> _Work required_: Copy every line of the records that includes the word "edges".

> _Excerpts from a dataset_:

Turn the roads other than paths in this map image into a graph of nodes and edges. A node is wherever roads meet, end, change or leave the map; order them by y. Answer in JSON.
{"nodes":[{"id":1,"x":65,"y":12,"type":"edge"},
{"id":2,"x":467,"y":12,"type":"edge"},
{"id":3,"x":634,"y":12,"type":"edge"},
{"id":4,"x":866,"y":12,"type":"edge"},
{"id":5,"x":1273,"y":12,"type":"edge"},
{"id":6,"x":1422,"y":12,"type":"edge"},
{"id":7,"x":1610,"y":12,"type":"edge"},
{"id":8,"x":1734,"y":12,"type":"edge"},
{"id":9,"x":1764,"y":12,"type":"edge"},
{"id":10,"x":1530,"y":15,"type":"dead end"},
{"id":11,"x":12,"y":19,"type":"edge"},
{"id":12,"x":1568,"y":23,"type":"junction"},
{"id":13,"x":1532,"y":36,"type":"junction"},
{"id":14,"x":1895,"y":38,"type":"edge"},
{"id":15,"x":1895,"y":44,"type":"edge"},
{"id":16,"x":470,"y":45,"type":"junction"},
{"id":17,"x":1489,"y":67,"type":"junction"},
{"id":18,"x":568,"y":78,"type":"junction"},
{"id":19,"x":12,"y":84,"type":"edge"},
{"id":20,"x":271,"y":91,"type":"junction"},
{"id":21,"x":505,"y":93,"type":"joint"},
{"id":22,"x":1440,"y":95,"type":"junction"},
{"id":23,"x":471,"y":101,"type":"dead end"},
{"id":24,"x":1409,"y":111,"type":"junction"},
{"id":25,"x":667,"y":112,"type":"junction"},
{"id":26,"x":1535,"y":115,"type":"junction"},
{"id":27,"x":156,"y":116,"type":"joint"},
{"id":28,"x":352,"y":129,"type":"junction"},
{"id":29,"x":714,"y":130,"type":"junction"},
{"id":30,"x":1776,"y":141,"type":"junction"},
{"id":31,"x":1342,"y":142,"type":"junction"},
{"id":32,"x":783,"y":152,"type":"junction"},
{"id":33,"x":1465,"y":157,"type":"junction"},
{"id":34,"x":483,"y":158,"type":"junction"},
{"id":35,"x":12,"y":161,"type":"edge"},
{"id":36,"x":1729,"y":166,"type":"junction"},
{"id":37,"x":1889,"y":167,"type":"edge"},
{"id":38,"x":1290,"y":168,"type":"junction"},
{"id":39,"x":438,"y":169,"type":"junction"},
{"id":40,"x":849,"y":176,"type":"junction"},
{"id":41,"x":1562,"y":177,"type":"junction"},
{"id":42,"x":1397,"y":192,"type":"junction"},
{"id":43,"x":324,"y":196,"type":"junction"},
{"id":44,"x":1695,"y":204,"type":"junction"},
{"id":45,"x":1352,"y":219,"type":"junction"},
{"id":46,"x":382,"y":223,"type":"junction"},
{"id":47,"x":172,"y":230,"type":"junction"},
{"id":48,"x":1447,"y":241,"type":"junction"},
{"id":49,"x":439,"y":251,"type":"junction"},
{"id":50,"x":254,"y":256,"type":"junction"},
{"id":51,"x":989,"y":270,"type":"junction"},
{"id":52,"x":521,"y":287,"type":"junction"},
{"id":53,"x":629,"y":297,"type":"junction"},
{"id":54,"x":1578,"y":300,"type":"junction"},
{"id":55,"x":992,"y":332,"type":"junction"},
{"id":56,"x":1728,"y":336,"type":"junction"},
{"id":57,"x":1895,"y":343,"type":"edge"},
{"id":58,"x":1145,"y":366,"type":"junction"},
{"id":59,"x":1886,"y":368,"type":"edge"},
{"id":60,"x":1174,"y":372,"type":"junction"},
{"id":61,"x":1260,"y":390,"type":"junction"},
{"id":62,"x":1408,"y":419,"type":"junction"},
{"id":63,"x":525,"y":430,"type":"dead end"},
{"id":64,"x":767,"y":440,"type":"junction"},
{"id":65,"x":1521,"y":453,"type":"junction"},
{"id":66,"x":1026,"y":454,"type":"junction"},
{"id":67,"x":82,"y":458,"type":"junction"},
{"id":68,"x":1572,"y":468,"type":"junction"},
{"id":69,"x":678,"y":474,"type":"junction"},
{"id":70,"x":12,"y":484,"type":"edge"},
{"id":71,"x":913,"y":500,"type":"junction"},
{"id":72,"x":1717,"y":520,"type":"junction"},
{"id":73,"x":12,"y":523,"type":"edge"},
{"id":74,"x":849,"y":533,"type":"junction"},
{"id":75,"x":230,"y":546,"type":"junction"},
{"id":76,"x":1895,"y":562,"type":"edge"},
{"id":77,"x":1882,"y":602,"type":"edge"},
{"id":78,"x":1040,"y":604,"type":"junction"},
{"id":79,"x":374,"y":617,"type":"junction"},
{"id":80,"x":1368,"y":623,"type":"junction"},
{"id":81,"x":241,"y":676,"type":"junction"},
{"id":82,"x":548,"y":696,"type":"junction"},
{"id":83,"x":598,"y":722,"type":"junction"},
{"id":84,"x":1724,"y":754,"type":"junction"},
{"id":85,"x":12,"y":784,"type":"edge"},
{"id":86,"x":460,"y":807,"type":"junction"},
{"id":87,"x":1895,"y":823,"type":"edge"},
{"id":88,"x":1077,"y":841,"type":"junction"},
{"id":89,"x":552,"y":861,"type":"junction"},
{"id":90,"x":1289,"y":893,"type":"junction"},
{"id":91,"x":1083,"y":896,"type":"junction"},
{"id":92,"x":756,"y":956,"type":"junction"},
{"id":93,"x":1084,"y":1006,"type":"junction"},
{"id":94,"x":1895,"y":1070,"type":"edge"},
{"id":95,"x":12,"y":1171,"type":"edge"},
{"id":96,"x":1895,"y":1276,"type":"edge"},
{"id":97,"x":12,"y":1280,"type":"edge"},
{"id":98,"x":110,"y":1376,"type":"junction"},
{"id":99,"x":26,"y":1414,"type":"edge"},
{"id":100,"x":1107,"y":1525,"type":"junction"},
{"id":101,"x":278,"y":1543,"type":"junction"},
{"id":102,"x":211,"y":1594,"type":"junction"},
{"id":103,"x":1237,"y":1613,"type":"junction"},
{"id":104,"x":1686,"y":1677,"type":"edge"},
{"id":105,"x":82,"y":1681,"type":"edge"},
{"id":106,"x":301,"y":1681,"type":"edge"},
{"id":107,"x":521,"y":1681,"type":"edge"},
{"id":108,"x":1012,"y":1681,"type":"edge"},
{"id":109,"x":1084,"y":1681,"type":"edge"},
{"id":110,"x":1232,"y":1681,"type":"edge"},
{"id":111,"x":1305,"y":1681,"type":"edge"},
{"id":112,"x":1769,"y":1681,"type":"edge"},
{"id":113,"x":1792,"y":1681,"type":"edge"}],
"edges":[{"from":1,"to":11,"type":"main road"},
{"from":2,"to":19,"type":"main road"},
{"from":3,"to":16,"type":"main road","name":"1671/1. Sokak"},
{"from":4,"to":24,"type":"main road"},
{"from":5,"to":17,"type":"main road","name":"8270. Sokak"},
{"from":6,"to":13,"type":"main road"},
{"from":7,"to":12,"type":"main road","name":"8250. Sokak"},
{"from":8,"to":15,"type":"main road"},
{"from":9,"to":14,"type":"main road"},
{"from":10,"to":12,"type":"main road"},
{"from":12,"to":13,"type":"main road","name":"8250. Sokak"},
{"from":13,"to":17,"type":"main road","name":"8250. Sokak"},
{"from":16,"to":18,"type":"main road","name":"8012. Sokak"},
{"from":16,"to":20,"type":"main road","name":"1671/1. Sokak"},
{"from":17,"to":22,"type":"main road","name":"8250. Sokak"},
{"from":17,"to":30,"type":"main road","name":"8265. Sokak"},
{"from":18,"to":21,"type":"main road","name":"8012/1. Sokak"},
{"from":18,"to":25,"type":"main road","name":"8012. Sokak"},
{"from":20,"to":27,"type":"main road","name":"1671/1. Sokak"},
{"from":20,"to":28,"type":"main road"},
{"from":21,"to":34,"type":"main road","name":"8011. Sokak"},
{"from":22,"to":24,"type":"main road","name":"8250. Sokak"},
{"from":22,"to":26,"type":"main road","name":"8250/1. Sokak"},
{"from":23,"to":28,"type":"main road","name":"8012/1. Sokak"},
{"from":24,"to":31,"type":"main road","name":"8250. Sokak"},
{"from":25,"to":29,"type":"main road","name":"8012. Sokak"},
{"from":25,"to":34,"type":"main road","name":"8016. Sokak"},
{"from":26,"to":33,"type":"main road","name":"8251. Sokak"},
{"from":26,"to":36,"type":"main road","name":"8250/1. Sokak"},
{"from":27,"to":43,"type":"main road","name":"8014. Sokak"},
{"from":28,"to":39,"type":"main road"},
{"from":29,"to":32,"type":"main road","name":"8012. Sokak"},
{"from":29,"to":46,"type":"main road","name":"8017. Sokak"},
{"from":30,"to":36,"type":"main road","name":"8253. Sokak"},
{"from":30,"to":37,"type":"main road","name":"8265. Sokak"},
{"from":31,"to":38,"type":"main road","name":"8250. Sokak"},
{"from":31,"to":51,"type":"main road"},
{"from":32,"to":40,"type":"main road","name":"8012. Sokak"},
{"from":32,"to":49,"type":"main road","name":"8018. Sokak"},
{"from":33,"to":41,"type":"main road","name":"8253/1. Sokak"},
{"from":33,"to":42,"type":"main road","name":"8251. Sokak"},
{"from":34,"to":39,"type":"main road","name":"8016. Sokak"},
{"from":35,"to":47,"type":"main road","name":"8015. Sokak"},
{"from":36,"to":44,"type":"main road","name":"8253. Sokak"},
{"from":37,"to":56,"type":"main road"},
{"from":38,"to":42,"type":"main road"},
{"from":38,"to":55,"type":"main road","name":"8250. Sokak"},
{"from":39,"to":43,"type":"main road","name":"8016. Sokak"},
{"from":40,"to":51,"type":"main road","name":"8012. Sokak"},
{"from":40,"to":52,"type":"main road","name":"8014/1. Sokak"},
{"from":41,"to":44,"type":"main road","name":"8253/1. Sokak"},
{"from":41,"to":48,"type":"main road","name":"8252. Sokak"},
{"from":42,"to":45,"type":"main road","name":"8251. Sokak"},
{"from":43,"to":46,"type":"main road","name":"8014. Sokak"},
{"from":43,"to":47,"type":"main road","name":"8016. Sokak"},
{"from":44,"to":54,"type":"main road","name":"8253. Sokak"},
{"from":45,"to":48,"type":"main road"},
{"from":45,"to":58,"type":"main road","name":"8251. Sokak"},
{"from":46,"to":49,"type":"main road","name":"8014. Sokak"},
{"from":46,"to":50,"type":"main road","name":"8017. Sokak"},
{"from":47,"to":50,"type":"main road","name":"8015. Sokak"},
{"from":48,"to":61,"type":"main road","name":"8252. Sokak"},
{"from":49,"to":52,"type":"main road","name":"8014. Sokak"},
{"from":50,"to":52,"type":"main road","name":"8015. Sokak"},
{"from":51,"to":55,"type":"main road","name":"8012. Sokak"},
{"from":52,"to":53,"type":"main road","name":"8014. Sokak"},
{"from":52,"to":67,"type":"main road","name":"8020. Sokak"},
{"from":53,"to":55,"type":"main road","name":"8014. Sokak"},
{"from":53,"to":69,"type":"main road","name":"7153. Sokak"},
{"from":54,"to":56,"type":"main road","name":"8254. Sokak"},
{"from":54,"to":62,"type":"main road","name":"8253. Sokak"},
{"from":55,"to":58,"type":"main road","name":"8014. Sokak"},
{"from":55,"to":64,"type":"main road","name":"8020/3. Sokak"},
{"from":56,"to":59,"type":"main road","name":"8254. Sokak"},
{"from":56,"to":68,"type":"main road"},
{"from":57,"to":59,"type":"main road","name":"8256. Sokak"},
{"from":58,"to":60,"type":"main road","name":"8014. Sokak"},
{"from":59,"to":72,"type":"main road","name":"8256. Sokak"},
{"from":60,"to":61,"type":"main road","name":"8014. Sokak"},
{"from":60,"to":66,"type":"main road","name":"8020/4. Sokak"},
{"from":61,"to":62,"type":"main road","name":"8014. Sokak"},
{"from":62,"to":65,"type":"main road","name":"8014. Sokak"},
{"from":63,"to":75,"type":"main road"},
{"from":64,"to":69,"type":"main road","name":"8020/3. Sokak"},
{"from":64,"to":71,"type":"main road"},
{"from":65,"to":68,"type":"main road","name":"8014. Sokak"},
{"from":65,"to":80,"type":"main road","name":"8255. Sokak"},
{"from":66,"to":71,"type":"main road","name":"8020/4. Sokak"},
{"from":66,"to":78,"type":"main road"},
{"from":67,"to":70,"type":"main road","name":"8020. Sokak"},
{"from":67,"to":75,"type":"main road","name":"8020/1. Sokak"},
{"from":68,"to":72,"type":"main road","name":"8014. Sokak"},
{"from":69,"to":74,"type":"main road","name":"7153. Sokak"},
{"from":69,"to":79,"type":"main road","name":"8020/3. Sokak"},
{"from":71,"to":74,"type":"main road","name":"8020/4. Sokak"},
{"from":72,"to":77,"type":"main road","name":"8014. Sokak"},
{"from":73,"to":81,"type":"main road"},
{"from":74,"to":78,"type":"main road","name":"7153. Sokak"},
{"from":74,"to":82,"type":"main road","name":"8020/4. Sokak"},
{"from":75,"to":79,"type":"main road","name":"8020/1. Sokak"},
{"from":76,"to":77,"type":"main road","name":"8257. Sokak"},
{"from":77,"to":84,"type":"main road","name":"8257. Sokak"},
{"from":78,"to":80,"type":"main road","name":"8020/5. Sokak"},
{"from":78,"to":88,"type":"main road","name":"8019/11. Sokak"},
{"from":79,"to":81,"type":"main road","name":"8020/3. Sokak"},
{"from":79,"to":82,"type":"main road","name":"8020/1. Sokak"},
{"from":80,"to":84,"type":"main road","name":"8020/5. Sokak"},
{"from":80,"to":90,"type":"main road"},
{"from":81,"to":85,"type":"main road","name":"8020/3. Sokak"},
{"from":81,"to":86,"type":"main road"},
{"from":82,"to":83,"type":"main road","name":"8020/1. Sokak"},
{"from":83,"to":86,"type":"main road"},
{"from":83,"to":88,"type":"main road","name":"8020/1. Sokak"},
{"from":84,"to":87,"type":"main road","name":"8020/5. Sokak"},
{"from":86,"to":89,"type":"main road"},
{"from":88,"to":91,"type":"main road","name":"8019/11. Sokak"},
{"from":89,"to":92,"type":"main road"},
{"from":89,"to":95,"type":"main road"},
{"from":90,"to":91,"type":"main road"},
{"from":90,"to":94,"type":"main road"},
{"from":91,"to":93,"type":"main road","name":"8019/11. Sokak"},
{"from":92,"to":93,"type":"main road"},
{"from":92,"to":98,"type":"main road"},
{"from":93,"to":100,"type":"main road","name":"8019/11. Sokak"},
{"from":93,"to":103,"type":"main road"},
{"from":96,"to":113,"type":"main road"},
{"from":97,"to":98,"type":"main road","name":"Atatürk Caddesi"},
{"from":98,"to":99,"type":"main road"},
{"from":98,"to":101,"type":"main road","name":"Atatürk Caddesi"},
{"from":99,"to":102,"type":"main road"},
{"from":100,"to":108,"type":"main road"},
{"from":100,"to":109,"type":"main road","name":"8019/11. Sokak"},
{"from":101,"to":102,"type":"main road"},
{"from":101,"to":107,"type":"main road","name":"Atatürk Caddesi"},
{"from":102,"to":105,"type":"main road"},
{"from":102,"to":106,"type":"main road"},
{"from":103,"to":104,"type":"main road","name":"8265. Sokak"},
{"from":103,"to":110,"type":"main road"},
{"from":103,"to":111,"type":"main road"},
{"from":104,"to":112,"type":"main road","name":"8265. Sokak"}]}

> _Output of the task_:
Turn the roads other than paths in this map image into a graph of nodes and edges. A node is wherever roads meet, end, change or leave the map; order them by y. Answer in JSON.
"edges":[{"from":1,"to":11,"type":"main road"},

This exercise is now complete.